Extracted data: Begin
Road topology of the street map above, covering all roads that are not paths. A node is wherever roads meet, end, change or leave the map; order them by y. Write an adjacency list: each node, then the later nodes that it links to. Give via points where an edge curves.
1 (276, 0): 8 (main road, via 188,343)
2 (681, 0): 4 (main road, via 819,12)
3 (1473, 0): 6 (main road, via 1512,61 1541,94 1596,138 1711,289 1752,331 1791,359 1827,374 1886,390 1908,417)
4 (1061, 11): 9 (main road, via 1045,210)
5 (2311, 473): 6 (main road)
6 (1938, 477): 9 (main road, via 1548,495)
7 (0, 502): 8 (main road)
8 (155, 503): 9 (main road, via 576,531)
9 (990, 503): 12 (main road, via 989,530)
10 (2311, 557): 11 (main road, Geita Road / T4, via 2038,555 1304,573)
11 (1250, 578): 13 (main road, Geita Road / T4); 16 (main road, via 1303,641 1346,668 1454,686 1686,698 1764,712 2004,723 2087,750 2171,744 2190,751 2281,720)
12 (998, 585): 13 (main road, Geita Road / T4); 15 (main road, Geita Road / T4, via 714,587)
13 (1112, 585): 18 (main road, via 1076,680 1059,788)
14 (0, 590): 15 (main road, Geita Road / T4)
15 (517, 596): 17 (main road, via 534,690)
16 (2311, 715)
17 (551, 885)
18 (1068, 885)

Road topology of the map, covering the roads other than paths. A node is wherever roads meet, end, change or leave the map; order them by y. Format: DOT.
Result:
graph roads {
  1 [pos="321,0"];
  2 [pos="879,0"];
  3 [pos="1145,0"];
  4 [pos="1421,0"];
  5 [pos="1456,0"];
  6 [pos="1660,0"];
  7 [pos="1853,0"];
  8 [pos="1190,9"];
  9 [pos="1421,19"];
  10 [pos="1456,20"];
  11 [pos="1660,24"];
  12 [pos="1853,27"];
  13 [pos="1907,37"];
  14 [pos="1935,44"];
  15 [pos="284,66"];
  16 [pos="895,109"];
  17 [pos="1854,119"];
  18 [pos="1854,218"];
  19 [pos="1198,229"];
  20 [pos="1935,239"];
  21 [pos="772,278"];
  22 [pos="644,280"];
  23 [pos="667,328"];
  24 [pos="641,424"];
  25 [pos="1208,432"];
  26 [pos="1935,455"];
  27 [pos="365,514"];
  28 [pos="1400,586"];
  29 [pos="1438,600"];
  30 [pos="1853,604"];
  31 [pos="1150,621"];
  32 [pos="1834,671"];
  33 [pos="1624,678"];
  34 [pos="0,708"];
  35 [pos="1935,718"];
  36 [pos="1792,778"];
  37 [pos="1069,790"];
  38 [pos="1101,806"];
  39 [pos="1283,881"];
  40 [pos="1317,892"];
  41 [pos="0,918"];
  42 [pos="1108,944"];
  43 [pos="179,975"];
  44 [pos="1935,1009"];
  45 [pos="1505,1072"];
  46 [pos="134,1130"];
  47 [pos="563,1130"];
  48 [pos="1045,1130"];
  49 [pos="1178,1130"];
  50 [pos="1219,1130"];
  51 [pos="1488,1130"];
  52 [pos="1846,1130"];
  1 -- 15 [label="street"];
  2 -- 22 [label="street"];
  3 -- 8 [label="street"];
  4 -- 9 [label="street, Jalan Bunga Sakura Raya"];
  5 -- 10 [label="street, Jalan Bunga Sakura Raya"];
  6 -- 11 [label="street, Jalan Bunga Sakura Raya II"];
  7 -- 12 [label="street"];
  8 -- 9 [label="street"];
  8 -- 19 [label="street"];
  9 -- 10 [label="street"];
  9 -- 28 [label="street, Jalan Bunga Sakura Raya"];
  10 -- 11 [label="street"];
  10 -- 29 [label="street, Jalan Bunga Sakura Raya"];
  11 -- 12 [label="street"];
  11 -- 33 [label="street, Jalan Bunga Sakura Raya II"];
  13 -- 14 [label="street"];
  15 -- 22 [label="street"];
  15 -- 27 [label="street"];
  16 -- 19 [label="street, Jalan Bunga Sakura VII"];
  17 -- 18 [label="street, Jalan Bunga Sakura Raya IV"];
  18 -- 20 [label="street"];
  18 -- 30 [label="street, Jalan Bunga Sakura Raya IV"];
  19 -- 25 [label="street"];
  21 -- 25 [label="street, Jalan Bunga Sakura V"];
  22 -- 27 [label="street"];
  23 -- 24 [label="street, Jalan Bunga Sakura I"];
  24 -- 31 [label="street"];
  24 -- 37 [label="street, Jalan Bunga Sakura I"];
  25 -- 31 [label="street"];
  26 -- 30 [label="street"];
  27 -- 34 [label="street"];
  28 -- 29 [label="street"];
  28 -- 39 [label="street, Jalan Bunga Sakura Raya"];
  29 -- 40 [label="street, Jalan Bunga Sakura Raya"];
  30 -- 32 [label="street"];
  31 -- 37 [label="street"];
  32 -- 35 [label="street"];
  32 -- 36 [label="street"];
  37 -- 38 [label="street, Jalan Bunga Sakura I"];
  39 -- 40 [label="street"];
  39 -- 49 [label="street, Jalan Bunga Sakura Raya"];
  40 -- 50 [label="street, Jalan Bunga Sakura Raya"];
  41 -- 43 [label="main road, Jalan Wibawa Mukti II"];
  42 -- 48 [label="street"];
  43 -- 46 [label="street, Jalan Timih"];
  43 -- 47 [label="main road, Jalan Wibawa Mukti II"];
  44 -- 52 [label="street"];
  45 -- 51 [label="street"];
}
Extracted data: End
### Your assignment
Nothing in the records above may be left out when you repeat them exactly.

### Answer box
Road topology of the street map above, covering all roads that are not paths. A node is wherever roads meet, end, change or leave the map; order them by y. Write an adjacency list: each node, then the later nodes that it links to. Give via points where an edge curves.
1 (276, 0): 8 (main road, via 188,343)
2 (681, 0): 4 (main road, via 819,12)
3 (1473, 0): 6 (main road, via 1512,61 1541,94 1596,138 1711,289 1752,331 1791,359 1827,374 1886,390 1908,417)
4 (1061, 11): 9 (main road, via 1045,210)
5 (2311, 473): 6 (main road)
6 (1938, 477): 9 (main road, via 1548,495)
7 (0, 502): 8 (main road)
8 (155, 503): 9 (main road, via 576,531)
9 (990, 503): 12 (main road, via 989,530)
10 (2311, 557): 11 (main road, Geita Road / T4, via 2038,555 1304,573)
11 (1250, 578): 13 (main road, Geita Road / T4); 16 (main road, via 1303,641 1346,668 1454,686 1686,698 1764,712 2004,723 2087,750 2171,744 2190,751 2281,720)
12 (998, 585): 13 (main road, Geita Road / T4); 15 (main road, Geita Road / T4, via 714,587)
13 (1112, 585): 18 (main road, via 1076,680 1059,788)
14 (0, 590): 15 (main road, Geita Road / T4)
15 (517, 596): 17 (main road, via 534,690)
16 (2311, 715)
17 (551, 885)
18 (1068, 885)

Road topology of the map, covering the roads other than paths. A node is wherever roads meet, end, change or leave the map; order them by y. Format: DOT.
Result:
graph roads {
  1 [pos="321,0"];
  2 [pos="879,0"];
  3 [pos="1145,0"];
  4 [pos="1421,0"];
  5 [pos="1456,0"];
  6 [pos="1660,0"];
  7 [pos="1853,0"];
  8 [pos="1190,9"];
  9 [pos="1421,19"];
  10 [pos="1456,20"];
  11 [pos="1660,24"];
  12 [pos="1853,27"];
  13 [pos="1907,37"];
  14 [pos="1935,44"];
  15 [pos="284,66"];
  16 [pos="895,109"];
  17 [pos="1854,119"];
  18 [pos="1854,218"];
  19 [pos="1198,229"];
  20 [pos="1935,239"];
  21 [pos="772,278"];
  22 [pos="644,280"];
  23 [pos="667,328"];
  24 [pos="641,424"];
  25 [pos="1208,432"];
  26 [pos="1935,455"];
  27 [pos="365,514"];
  28 [pos="1400,586"];
  29 [pos="1438,600"];
  30 [pos="1853,604"];
  31 [pos="1150,621"];
  32 [pos="1834,671"];
  33 [pos="1624,678"];
  34 [pos="0,708"];
  35 [pos="1935,718"];
  36 [pos="1792,778"];
  37 [pos="1069,790"];
  38 [pos="1101,806"];
  39 [pos="1283,881"];
  40 [pos="1317,892"];
  41 [pos="0,918"];
  42 [pos="1108,944"];
  43 [pos="179,975"];
  44 [pos="1935,1009"];
  45 [pos="1505,1072"];
  46 [pos="134,1130"];
  47 [pos="563,1130"];
  48 [pos="1045,1130"];
  49 [pos="1178,1130"];
  50 [pos="1219,1130"];
  51 [pos="1488,1130"];
  52 [pos="1846,1130"];
  1 -- 15 [label="street"];
  2 -- 22 [label="street"];
  3 -- 8 [label="street"];
  4 -- 9 [label="street, Jalan Bunga Sakura Raya"];
  5 -- 10 [label="street, Jalan Bunga Sakura Raya"];
  6 -- 11 [label="street, Jalan Bunga Sakura Raya II"];
  7 -- 12 [label="street"];
  8 -- 9 [label="street"];
  8 -- 19 [label="street"];
  9 -- 10 [label="street"];
  9 -- 28 [label="street, Jalan Bunga Sakura Raya"];
  10 -- 11 [label="street"];
  10 -- 29 [label="street, Jalan Bunga Sakura Raya"];
  11 -- 12 [label="street"];
  11 -- 33 [label="street, Jalan Bunga Sakura Raya II"];
  13 -- 14 [label="street"];
  15 -- 22 [label="street"];
  15 -- 27 [label="street"];
  16 -- 19 [label="street, Jalan Bunga Sakura VII"];
  17 -- 18 [label="street, Jalan Bunga Sakura Raya IV"];
  18 -- 20 [label="street"];
  18 -- 30 [label="street, Jalan Bunga Sakura Raya IV"];
  19 -- 25 [label="street"];
  21 -- 25 [label="street, Jalan Bunga Sakura V"];
  22 -- 27 [label="street"];
  23 -- 24 [label="street, Jalan Bunga Sakura I"];
  24 -- 31 [label="street"];
  24 -- 37 [label="street, Jalan Bunga Sakura I"];
  25 -- 31 [label="street"];
  26 -- 30 [label="street"];
  27 -- 34 [label="street"];
  28 -- 29 [label="street"];
  28 -- 39 [label="street, Jalan Bunga Sakura Raya"];
  29 -- 40 [label="street, Jalan Bunga Sakura Raya"];
  30 -- 32 [label="street"];
  31 -- 37 [label="street"];
  32 -- 35 [label="street"];
  32 -- 36 [label="street"];
  37 -- 38 [label="street, Jalan Bunga Sakura I"];
  39 -- 40 [label="street"];
  39 -- 49 [label="street, Jalan Bunga Sakura Raya"];
  40 -- 50 [label="street, Jalan Bunga Sakura Raya"];
  41 -- 43 [label="main road, Jalan Wibawa Mukti II"];
  42 -- 48 [label="street"];
  43 -- 46 [label="street, Jalan Timih"];
  43 -- 47 [label="main road, Jalan Wibawa Mukti II"];
  44 -- 52 [label="street"];
  45 -- 51 [label="street"];
}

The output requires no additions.